*** Available data ***

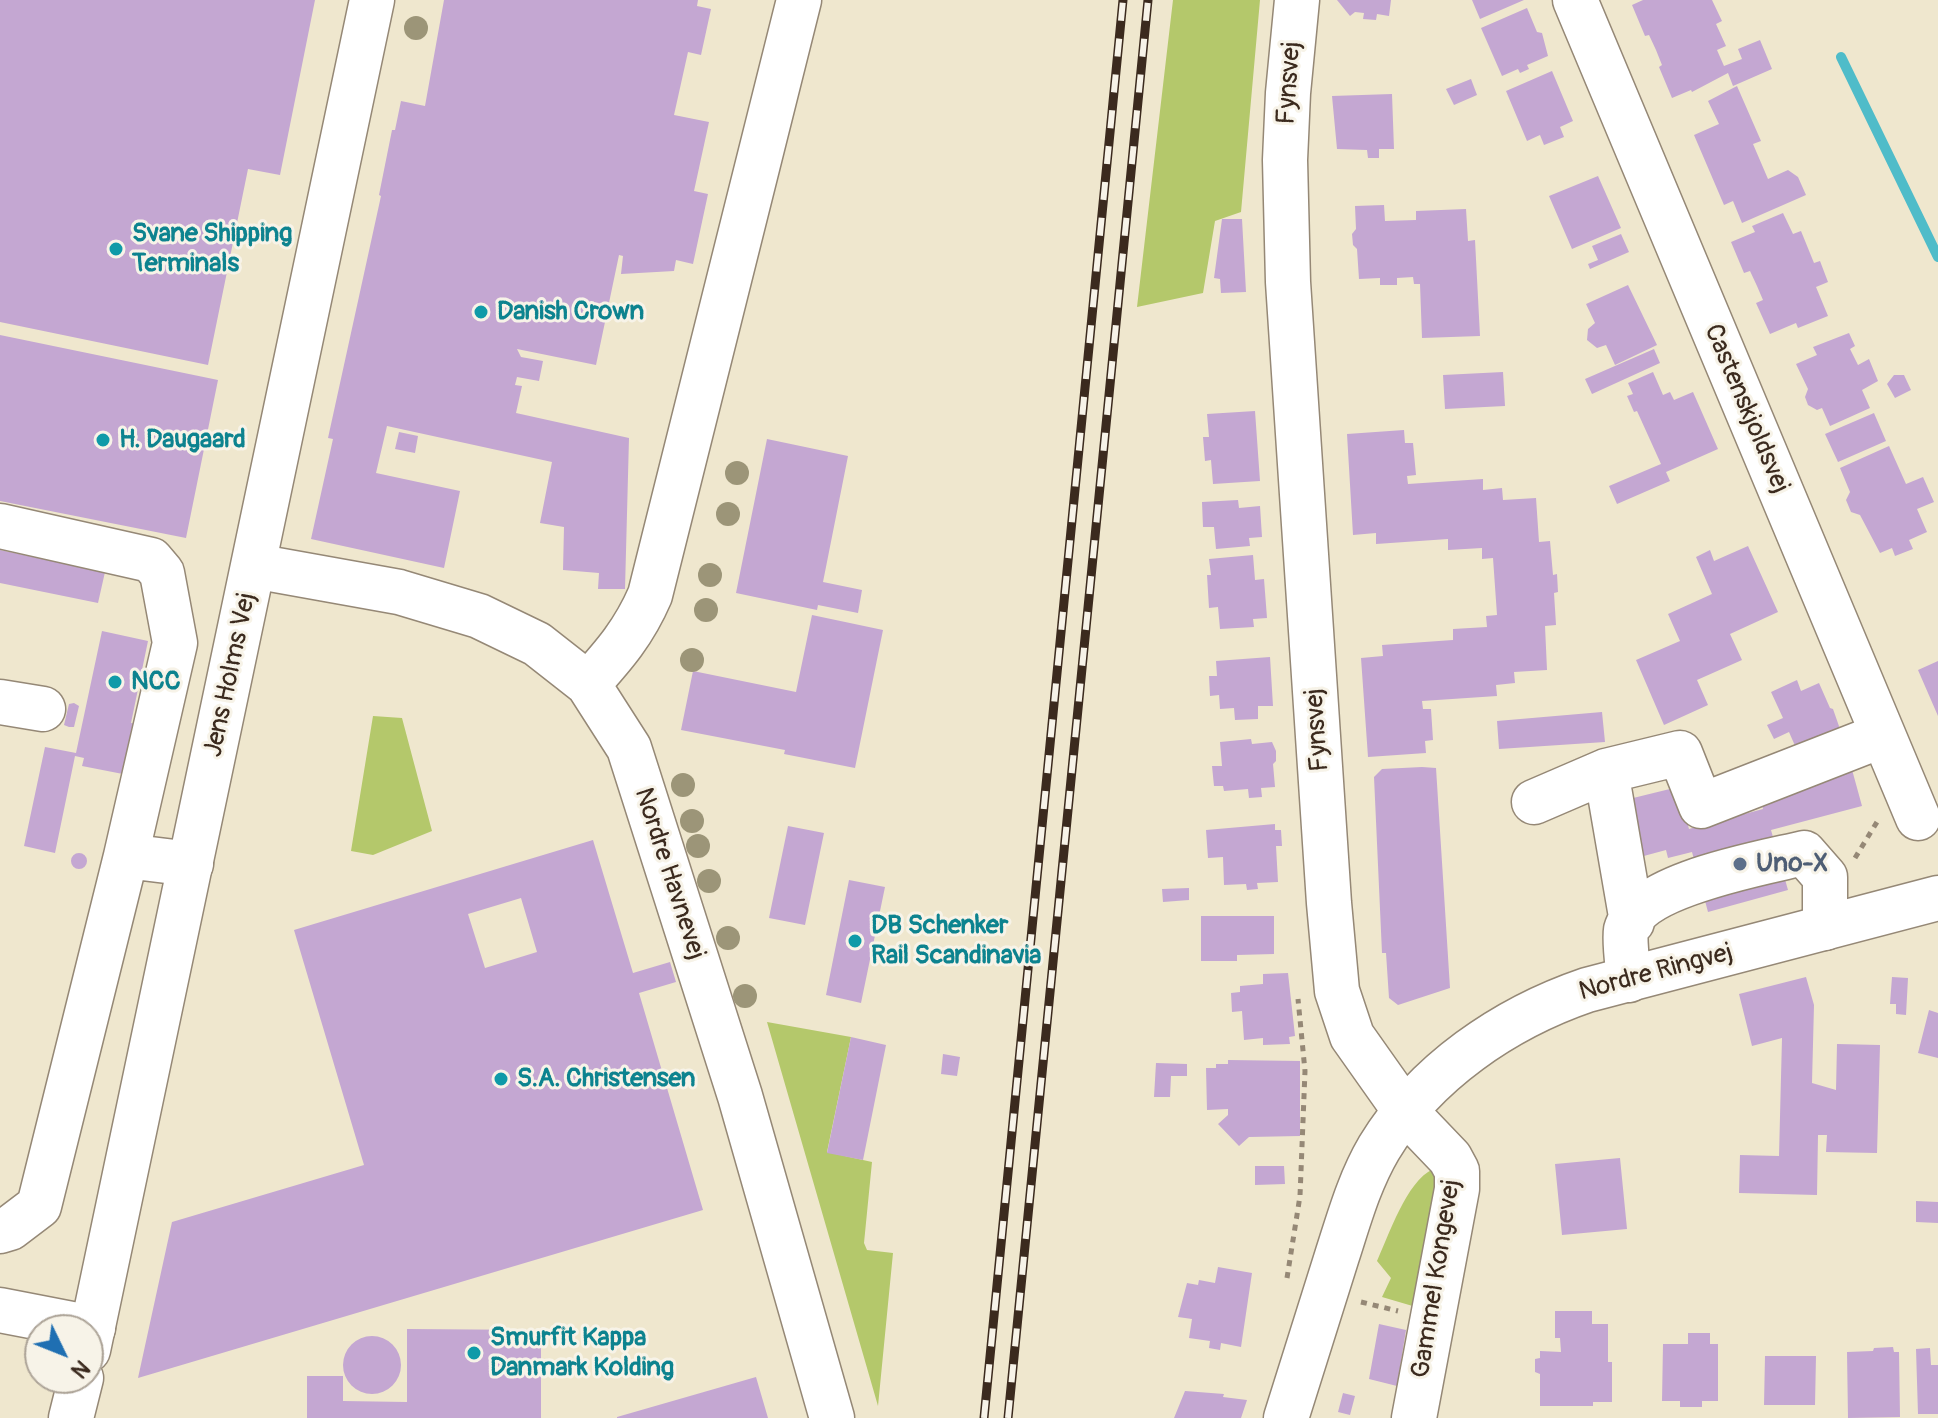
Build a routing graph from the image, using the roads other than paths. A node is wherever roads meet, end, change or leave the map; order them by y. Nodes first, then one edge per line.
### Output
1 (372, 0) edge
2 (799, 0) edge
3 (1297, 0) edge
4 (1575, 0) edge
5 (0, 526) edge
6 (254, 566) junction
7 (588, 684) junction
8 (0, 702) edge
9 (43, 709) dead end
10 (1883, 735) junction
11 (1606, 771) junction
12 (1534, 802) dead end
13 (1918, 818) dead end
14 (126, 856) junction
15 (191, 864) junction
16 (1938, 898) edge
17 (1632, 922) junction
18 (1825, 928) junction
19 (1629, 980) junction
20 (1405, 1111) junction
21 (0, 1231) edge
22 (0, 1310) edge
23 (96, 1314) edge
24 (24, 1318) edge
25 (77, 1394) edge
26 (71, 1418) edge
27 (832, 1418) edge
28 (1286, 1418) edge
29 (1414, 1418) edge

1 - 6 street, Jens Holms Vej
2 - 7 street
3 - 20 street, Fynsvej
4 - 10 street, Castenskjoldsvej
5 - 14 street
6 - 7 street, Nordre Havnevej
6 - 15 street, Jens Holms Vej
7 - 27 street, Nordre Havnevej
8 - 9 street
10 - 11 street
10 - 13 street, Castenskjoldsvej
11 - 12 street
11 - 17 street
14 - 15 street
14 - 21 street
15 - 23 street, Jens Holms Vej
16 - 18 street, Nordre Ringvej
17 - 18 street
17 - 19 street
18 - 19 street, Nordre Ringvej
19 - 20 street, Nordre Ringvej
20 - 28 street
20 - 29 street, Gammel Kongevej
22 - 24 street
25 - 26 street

*** End of Available data ***

Retype each of the entries above exactly as it appears, with no pictures.

Build a routing graph from the image, using the roads other than paths. A node is wherever roads meet, end, change or leave the map; order them by y. Nodes first, then one edge per line.
### Output
1 (372, 0) edge
2 (799, 0) edge
3 (1297, 0) edge
4 (1575, 0) edge
5 (0, 526) edge
6 (254, 566) junction
7 (588, 684) junction
8 (0, 702) edge
9 (43, 709) dead end
10 (1883, 735) junction
11 (1606, 771) junction
12 (1534, 802) dead end
13 (1918, 818) dead end
14 (126, 856) junction
15 (191, 864) junction
16 (1938, 898) edge
17 (1632, 922) junction
18 (1825, 928) junction
19 (1629, 980) junction
20 (1405, 1111) junction
21 (0, 1231) edge
22 (0, 1310) edge
23 (96, 1314) edge
24 (24, 1318) edge
25 (77, 1394) edge
26 (71, 1418) edge
27 (832, 1418) edge
28 (1286, 1418) edge
29 (1414, 1418) edge

1 - 6 street, Jens Holms Vej
2 - 7 street
3 - 20 street, Fynsvej
4 - 10 street, Castenskjoldsvej
5 - 14 street
6 - 7 street, Nordre Havnevej
6 - 15 street, Jens Holms Vej
7 - 27 street, Nordre Havnevej
8 - 9 street
10 - 11 street
10 - 13 street, Castenskjoldsvej
11 - 12 street
11 - 17 street
14 - 15 street
14 - 21 street
15 - 23 street, Jens Holms Vej
16 - 18 street, Nordre Ringvej
17 - 18 street
17 - 19 street
18 - 19 street, Nordre Ringvej
19 - 20 street, Nordre Ringvej
20 - 28 street
20 - 29 street, Gammel Kongevej
22 - 24 street
25 - 26 street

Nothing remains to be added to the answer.